EXERCISE REQUIREMENTS
In the copy, leave out the pictures and repeat all records exactly.

** Opening RECORDS PROVIDED block **

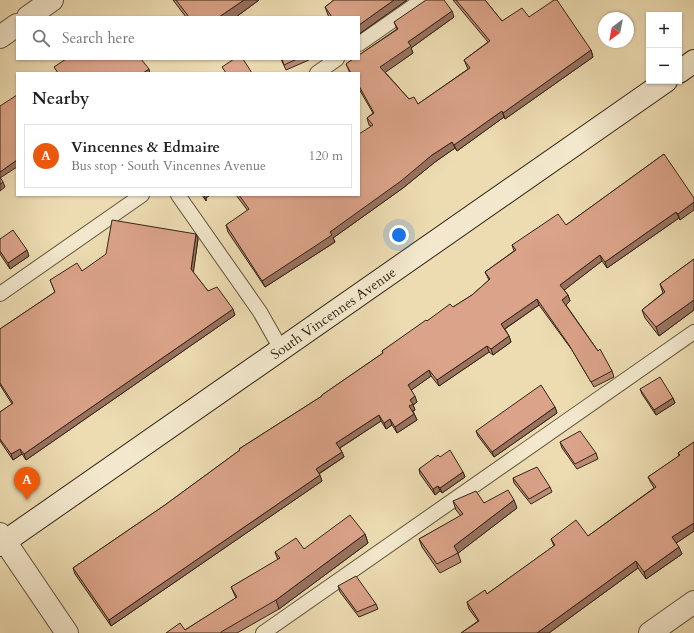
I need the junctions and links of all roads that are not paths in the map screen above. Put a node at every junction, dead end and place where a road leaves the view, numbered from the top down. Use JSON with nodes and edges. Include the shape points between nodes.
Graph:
{"nodes":[{"id":1,"x":52,"y":0,"type":"edge"},
{"id":2,"x":422,"y":0,"type":"edge"},
{"id":3,"x":29,"y":16,"type":"edge"},
{"id":4,"x":16,"y":26,"type":"edge"},
{"id":5,"x":0,"y":37,"type":"edge"},
{"id":6,"x":360,"y":43,"type":"edge"},
{"id":7,"x":336,"y":60,"type":"edge"},
{"id":8,"x":694,"y":61,"type":"edge"},
{"id":9,"x":682,"y":70,"type":"edge"},
{"id":10,"x":318,"y":72,"type":"edge"},
{"id":11,"x":662,"y":84,"type":"edge"},
{"id":12,"x":141,"y":196,"type":"edge"},
{"id":13,"x":179,"y":196,"type":"edge"},
{"id":14,"x":0,"y":294,"type":"edge"},
{"id":15,"x":694,"y":332,"type":"edge"},
{"id":16,"x":281,"y":349,"type":"junction"},
{"id":17,"x":2,"y":540,"type":"edge"},
{"id":18,"x":694,"y":602,"type":"edge"},
{"id":19,"x":67,"y":633,"type":"edge"},
{"id":20,"x":263,"y":633,"type":"edge"},
{"id":21,"x":650,"y":633,"type":"edge"}],
"edges":[{"from":1,"to":3,"type":"main road"},
{"from":2,"to":6,"type":"lane"},
{"from":4,"to":5,"type":"main road"},
{"from":7,"to":10,"type":"lane"},
{"from":8,"to":9,"type":"main road"},
{"from":11,"to":16,"type":"main road","name":"South Vincennes Avenue"},
{"from":12,"to":14,"type":"lane"},
{"from":13,"to":16,"type":"lane","via":[[260,312]]},
{"from":15,"to":20,"type":"lane"},
{"from":16,"to":17,"type":"main road","name":"South Vincennes Avenue"},
{"from":17,"to":19,"type":"main road"},
{"from":18,"to":21,"type":"main road"}]}
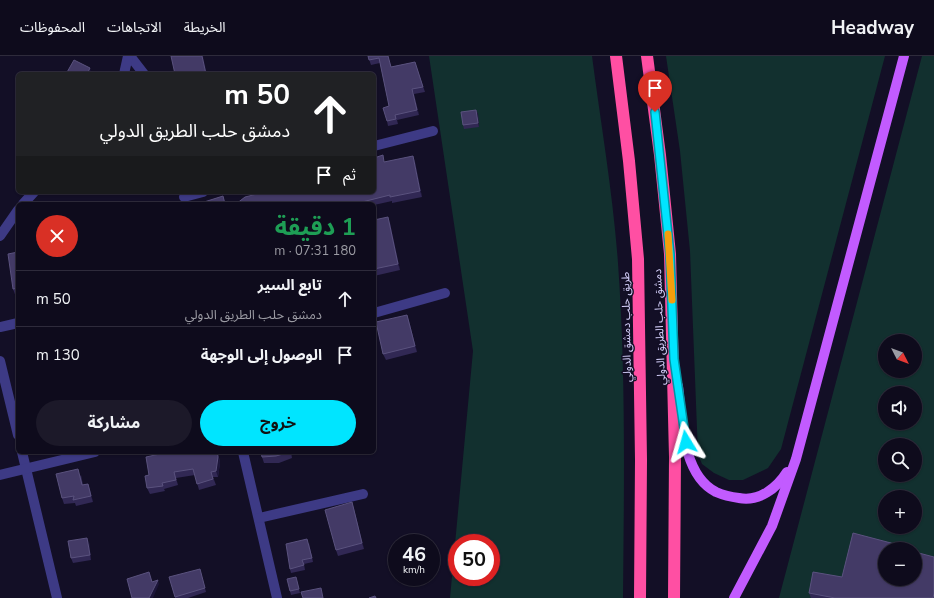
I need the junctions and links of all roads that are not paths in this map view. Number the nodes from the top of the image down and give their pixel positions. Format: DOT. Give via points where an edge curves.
graph roads {
  1 [pos="130,56"];
  2 [pos="616,56"];
  3 [pos="648,56"];
  4 [pos="904,56"];
  5 [pos="125,72"];
  6 [pos="142,72"];
  7 [pos="433,131"];
  8 [pos="376,145"];
  9 [pos="32,194"];
  10 [pos="197,194"];
  11 [pos="184,198"];
  12 [pos="25,202"];
  13 [pos="16,212"];
  14 [pos="0,236"];
  15 [pos="445,293"];
  16 [pos="376,312"];
  17 [pos="16,323"];
  18 [pos="0,327"];
  19 [pos="674,359"];
  20 [pos="0,361"];
  21 [pos="16,428"];
  22 [pos="22,454"];
  23 [pos="86,454"];
  24 [pos="243,454"];
  25 [pos="796,458"];
  26 [pos="26,469"];
  27 [pos="0,475"];
  28 [pos="363,494"];
  29 [pos="258,518"];
  30 [pos="57,598"];
  31 [pos="277,598"];
  32 [pos="640,598"];
  33 [pos="674,598"];
  34 [pos="734,598"];
  1 -- 5 [label="street"];
  1 -- 6 [label="street"];
  2 -- 32 [label="highway, طريق حلب دمشق الدولي" via="638,259 642,460"];
  3 -- 19 [label="highway, دمشق حلب الطريق الدولي" via="670,254"];
  4 -- 25 [label="main road"];
  7 -- 8 [label="street"];
  9 -- 12 [label="street"];
  10 -- 11 [label="street"];
  13 -- 14 [label="street"];
  15 -- 16 [label="street"];
  17 -- 18 [label="street"];
  19 -- 25 [label="main road" via="687,456 695,472 706,485 725,496 746,500 764,495 780,483"];
  19 -- 33 [label="highway, دمشق حلب الطريق الدولي"];
  20 -- 21 [label="street"];
  22 -- 26 [label="street"];
  23 -- 26 [label="street"];
  24 -- 29 [label="street"];
  25 -- 34 [label="main road" via="772,526"];
  26 -- 27 [label="street"];
  26 -- 30 [label="street"];
  28 -- 29 [label="street"];
  29 -- 31 [label="street"];
}
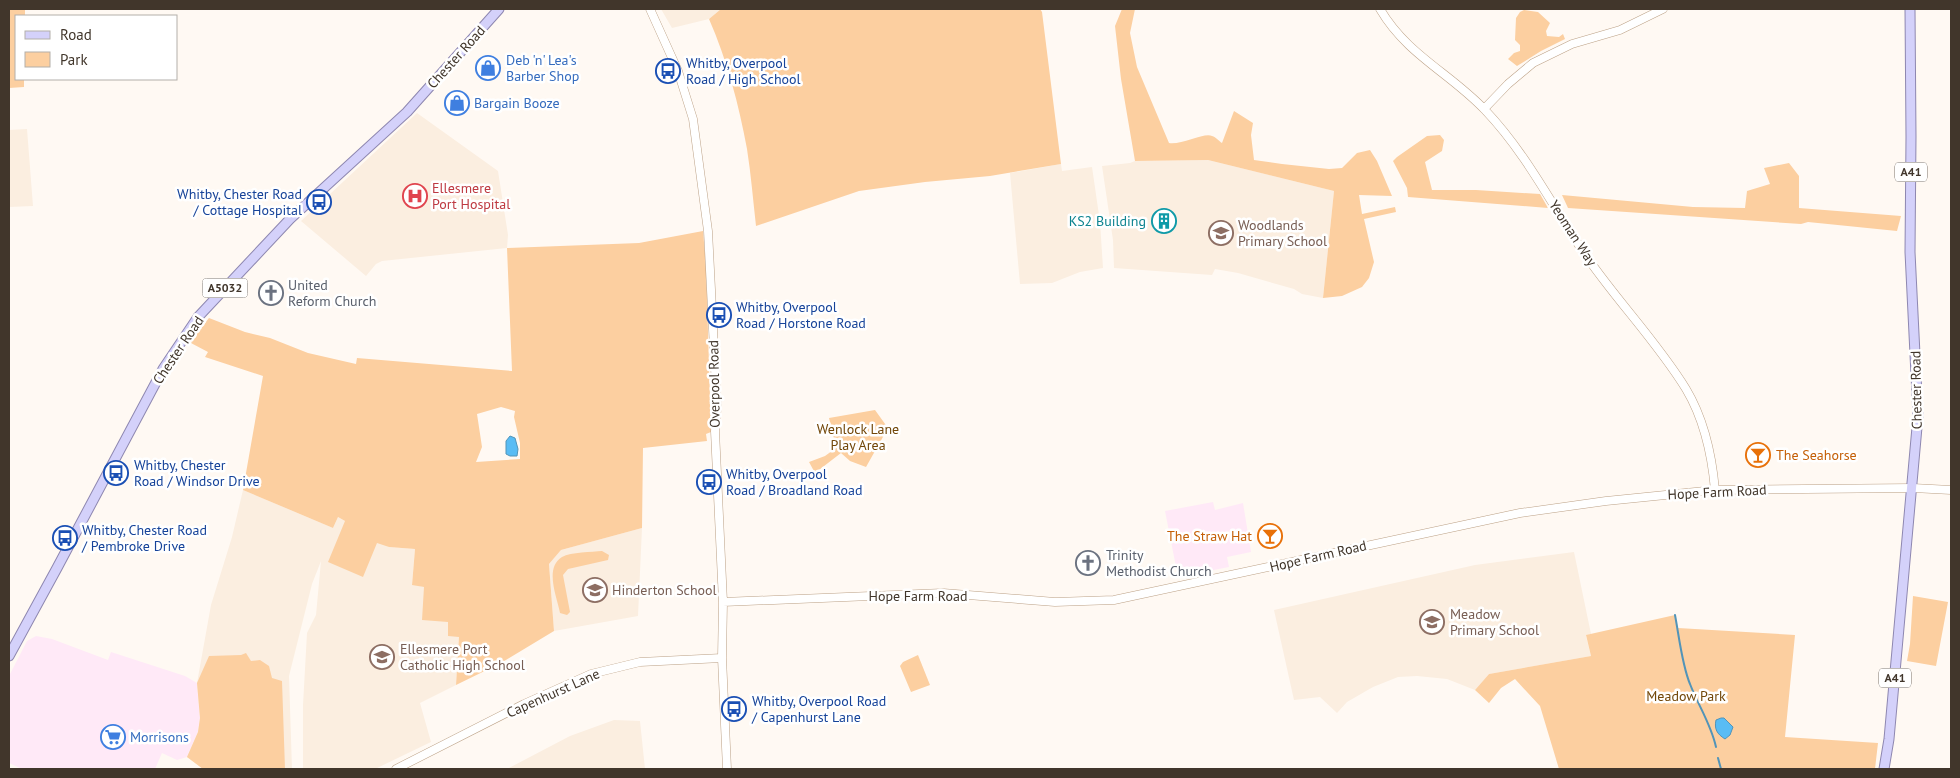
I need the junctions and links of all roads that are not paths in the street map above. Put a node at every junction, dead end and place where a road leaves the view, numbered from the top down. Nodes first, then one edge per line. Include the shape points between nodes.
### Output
1 (499, 9) edge
2 (650, 9) edge
3 (1380, 9) edge
4 (1663, 9) edge
5 (1910, 9) edge
6 (1484, 109) junction
7 (1913, 488) junction
8 (1715, 490) junction
9 (1951, 490) edge
10 (723, 602) junction
11 (9, 656) edge
12 (722, 658) junction
13 (396, 769) edge
14 (727, 769) edge
15 (1884, 769) edge

1 - 11 main road, Chester Road / A5032 via 406,112 290,219 198,317 162,369
2 - 10 street, Overpool Road via 678,71 692,119 701,174 710,265
3 - 6 street, Yeoman Way via 1390,27 1408,46
4 - 6 street via 1620,30 1572,44 1533,64
5 - 7 main road, Chester Road / A41 via 1910,252 1918,416
6 - 8 street, Yeoman Way via 1518,149 1583,251 1686,390 1701,420
7 - 8 street, Hope Farm Road
7 - 9 street, Hope Farm Road
7 - 15 main road, Chester Road / A41
8 - 10 street, Hope Farm Road via 1520,513 1114,600 1055,602 943,593
10 - 12 street, Overpool Road
12 - 13 street, Capenhurst Lane via 640,662 591,674
12 - 14 street, Overpool Road

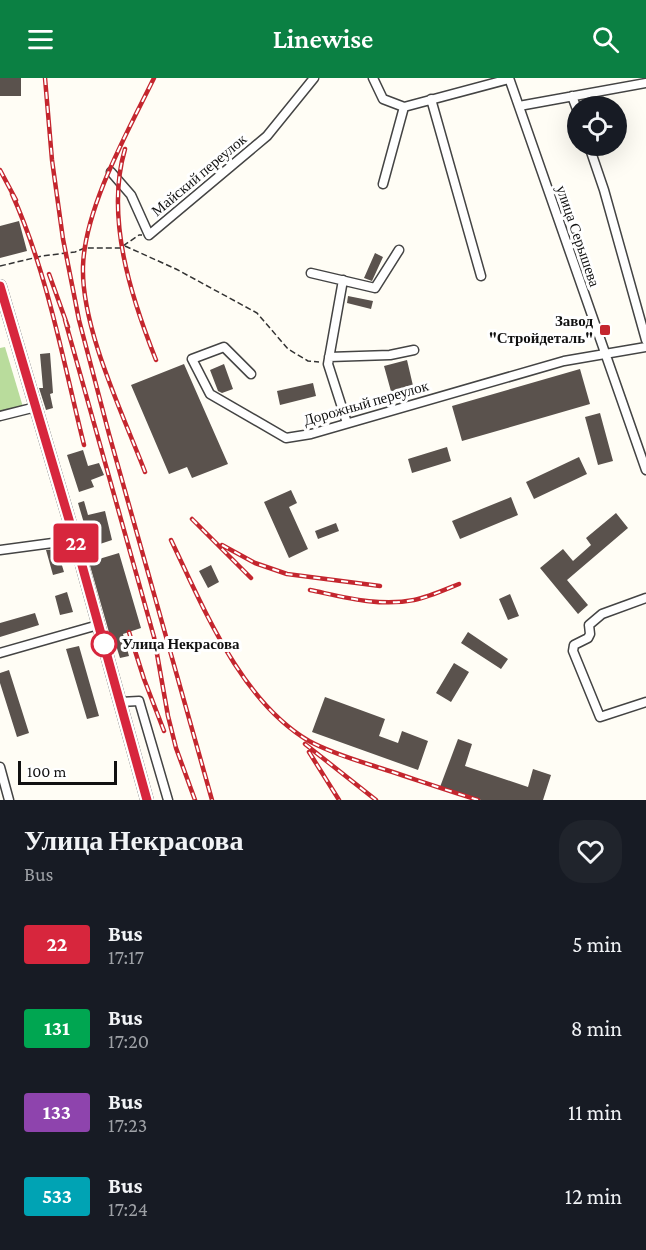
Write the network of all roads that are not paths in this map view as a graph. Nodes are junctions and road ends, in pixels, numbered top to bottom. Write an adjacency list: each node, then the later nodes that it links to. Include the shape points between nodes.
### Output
1 (314, 78): 11 (street, Майский переулок, via 267,136 149,235 131,195)
2 (373, 78): 9 (street, via 383,99)
3 (509, 78): 7 (street); 8 (street, улица Серышева)
4 (646, 83): 5 (street)
5 (572, 96)
6 (567, 97): 8 (street)
7 (431, 99): 9 (street); 15 (street)
8 (519, 106): 21 (street, улица Серышева)
9 (404, 107): 12 (street)
10 (592, 156): 18 (street)
11 (111, 172)
12 (384, 184)
13 (399, 250): 16 (street, via 375,288)
14 (310, 273): 16 (street)
15 (481, 276)
16 (343, 280): 22 (street)
17 (0, 286): 24 (main road)
18 (646, 340)
19 (646, 346): 21 (street, Дорожный переулок)
20 (414, 350): 22 (street)
21 (605, 352): 26 (street, Дорожный переулок); 27 (street, улица Серышева)
22 (328, 360): 26 (street)
23 (250, 374): 26 (street, Дорожный переулок, via 224,347 192,359 210,394 286,438)
24 (36, 407): 25 (street); 28 (main road)
25 (0, 416)
26 (347, 423)
27 (646, 470)
28 (75, 540): 29 (street); 31 (main road)
29 (0, 550)
30 (646, 598): 34 (street, via 602,614 589,625 588,638 574,645 573,651 600,717)
31 (98, 624): 32 (street); 33 (main road)
32 (0, 653)
33 (120, 702): 37 (main road); 38 (street, via 139,701)
34 (646, 702)
35 (0, 767): 36 (street)
36 (9, 800)
37 (147, 800)
38 (168, 800)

** Closing RECORDS PROVIDED block **

WRITTEN RESPONSE
I need the junctions and links of all roads that are not paths in the map screen above. Put a node at every junction, dead end and place where a road leaves the view, numbered from the top down. Use JSON with nodes and edges. Include the shape points between nodes.
Graph:
{"nodes":[{"id":1,"x":52,"y":0,"type":"edge"},
{"id":2,"x":422,"y":0,"type":"edge"},
{"id":3,"x":29,"y":16,"type":"edge"},
{"id":4,"x":16,"y":26,"type":"edge"},
{"id":5,"x":0,"y":37,"type":"edge"},
{"id":6,"x":360,"y":43,"type":"edge"},
{"id":7,"x":336,"y":60,"type":"edge"},
{"id":8,"x":694,"y":61,"type":"edge"},
{"id":9,"x":682,"y":70,"type":"edge"},
{"id":10,"x":318,"y":72,"type":"edge"},
{"id":11,"x":662,"y":84,"type":"edge"},
{"id":12,"x":141,"y":196,"type":"edge"},
{"id":13,"x":179,"y":196,"type":"edge"},
{"id":14,"x":0,"y":294,"type":"edge"},
{"id":15,"x":694,"y":332,"type":"edge"},
{"id":16,"x":281,"y":349,"type":"junction"},
{"id":17,"x":2,"y":540,"type":"edge"},
{"id":18,"x":694,"y":602,"type":"edge"},
{"id":19,"x":67,"y":633,"type":"edge"},
{"id":20,"x":263,"y":633,"type":"edge"},
{"id":21,"x":650,"y":633,"type":"edge"}],
"edges":[{"from":1,"to":3,"type":"main road"},
{"from":2,"to":6,"type":"lane"},
{"from":4,"to":5,"type":"main road"},
{"from":7,"to":10,"type":"lane"},
{"from":8,"to":9,"type":"main road"},
{"from":11,"to":16,"type":"main road","name":"South Vincennes Avenue"},
{"from":12,"to":14,"type":"lane"},
{"from":13,"to":16,"type":"lane","via":[[260,312]]},
{"from":15,"to":20,"type":"lane"},
{"from":16,"to":17,"type":"main road","name":"South Vincennes Avenue"},
{"from":17,"to":19,"type":"main road"},
{"from":18,"to":21,"type":"main road"}]}
I need the junctions and links of all roads that are not paths in this map view. Number the nodes from the top of the image down and give their pixel positions. Format: DOT. Give via points where an edge curves.
graph roads {
  1 [pos="130,56"];
  2 [pos="616,56"];
  3 [pos="648,56"];
  4 [pos="904,56"];
  5 [pos="125,72"];
  6 [pos="142,72"];
  7 [pos="433,131"];
  8 [pos="376,145"];
  9 [pos="32,194"];
  10 [pos="197,194"];
  11 [pos="184,198"];
  12 [pos="25,202"];
  13 [pos="16,212"];
  14 [pos="0,236"];
  15 [pos="445,293"];
  16 [pos="376,312"];
  17 [pos="16,323"];
  18 [pos="0,327"];
  19 [pos="674,359"];
  20 [pos="0,361"];
  21 [pos="16,428"];
  22 [pos="22,454"];
  23 [pos="86,454"];
  24 [pos="243,454"];
  25 [pos="796,458"];
  26 [pos="26,469"];
  27 [pos="0,475"];
  28 [pos="363,494"];
  29 [pos="258,518"];
  30 [pos="57,598"];
  31 [pos="277,598"];
  32 [pos="640,598"];
  33 [pos="674,598"];
  34 [pos="734,598"];
  1 -- 5 [label="street"];
  1 -- 6 [label="street"];
  2 -- 32 [label="highway, طريق حلب دمشق الدولي" via="638,259 642,460"];
  3 -- 19 [label="highway, دمشق حلب الطريق الدولي" via="670,254"];
  4 -- 25 [label="main road"];
  7 -- 8 [label="street"];
  9 -- 12 [label="street"];
  10 -- 11 [label="street"];
  13 -- 14 [label="street"];
  15 -- 16 [label="street"];
  17 -- 18 [label="street"];
  19 -- 25 [label="main road" via="687,456 695,472 706,485 725,496 746,500 764,495 780,483"];
  19 -- 33 [label="highway, دمشق حلب الطريق الدولي"];
  20 -- 21 [label="street"];
  22 -- 26 [label="street"];
  23 -- 26 [label="street"];
  24 -- 29 [label="street"];
  25 -- 34 [label="main road" via="772,526"];
  26 -- 27 [label="street"];
  26 -- 30 [label="street"];
  28 -- 29 [label="street"];
  29 -- 31 [label="street"];
}
I need the junctions and links of all roads that are not paths in the street map above. Put a node at every junction, dead end and place where a road leaves the view, numbered from the top down. Nodes first, then one edge per line. Include the shape points between nodes.
### Output
1 (499, 9) edge
2 (650, 9) edge
3 (1380, 9) edge
4 (1663, 9) edge
5 (1910, 9) edge
6 (1484, 109) junction
7 (1913, 488) junction
8 (1715, 490) junction
9 (1951, 490) edge
10 (723, 602) junction
11 (9, 656) edge
12 (722, 658) junction
13 (396, 769) edge
14 (727, 769) edge
15 (1884, 769) edge

1 - 11 main road, Chester Road / A5032 via 406,112 290,219 198,317 162,369
2 - 10 street, Overpool Road via 678,71 692,119 701,174 710,265
3 - 6 street, Yeoman Way via 1390,27 1408,46
4 - 6 street via 1620,30 1572,44 1533,64
5 - 7 main road, Chester Road / A41 via 1910,252 1918,416
6 - 8 street, Yeoman Way via 1518,149 1583,251 1686,390 1701,420
7 - 8 street, Hope Farm Road
7 - 9 street, Hope Farm Road
7 - 15 main road, Chester Road / A41
8 - 10 street, Hope Farm Road via 1520,513 1114,600 1055,602 943,593
10 - 12 street, Overpool Road
12 - 13 street, Capenhurst Lane via 640,662 591,674
12 - 14 street, Overpool Road

Write the network of all roads that are not paths in this map view as a graph. Nodes are junctions and road ends, in pixels, numbered top to bottom. Write an adjacency list: each node, then the later nodes that it links to. Include the shape points between nodes.
### Output
1 (314, 78): 11 (street, Майский переулок, via 267,136 149,235 131,195)
2 (373, 78): 9 (street, via 383,99)
3 (509, 78): 7 (street); 8 (street, улица Серышева)
4 (646, 83): 5 (street)
5 (572, 96)
6 (567, 97): 8 (street)
7 (431, 99): 9 (street); 15 (street)
8 (519, 106): 21 (street, улица Серышева)
9 (404, 107): 12 (street)
10 (592, 156): 18 (street)
11 (111, 172)
12 (384, 184)
13 (399, 250): 16 (street, via 375,288)
14 (310, 273): 16 (street)
15 (481, 276)
16 (343, 280): 22 (street)
17 (0, 286): 24 (main road)
18 (646, 340)
19 (646, 346): 21 (street, Дорожный переулок)
20 (414, 350): 22 (street)
21 (605, 352): 26 (street, Дорожный переулок); 27 (street, улица Серышева)
22 (328, 360): 26 (street)
23 (250, 374): 26 (street, Дорожный переулок, via 224,347 192,359 210,394 286,438)
24 (36, 407): 25 (street); 28 (main road)
25 (0, 416)
26 (347, 423)
27 (646, 470)
28 (75, 540): 29 (street); 31 (main road)
29 (0, 550)
30 (646, 598): 34 (street, via 602,614 589,625 588,638 574,645 573,651 600,717)
31 (98, 624): 32 (street); 33 (main road)
32 (0, 653)
33 (120, 702): 37 (main road); 38 (street, via 139,701)
34 (646, 702)
35 (0, 767): 36 (street)
36 (9, 800)
37 (147, 800)
38 (168, 800)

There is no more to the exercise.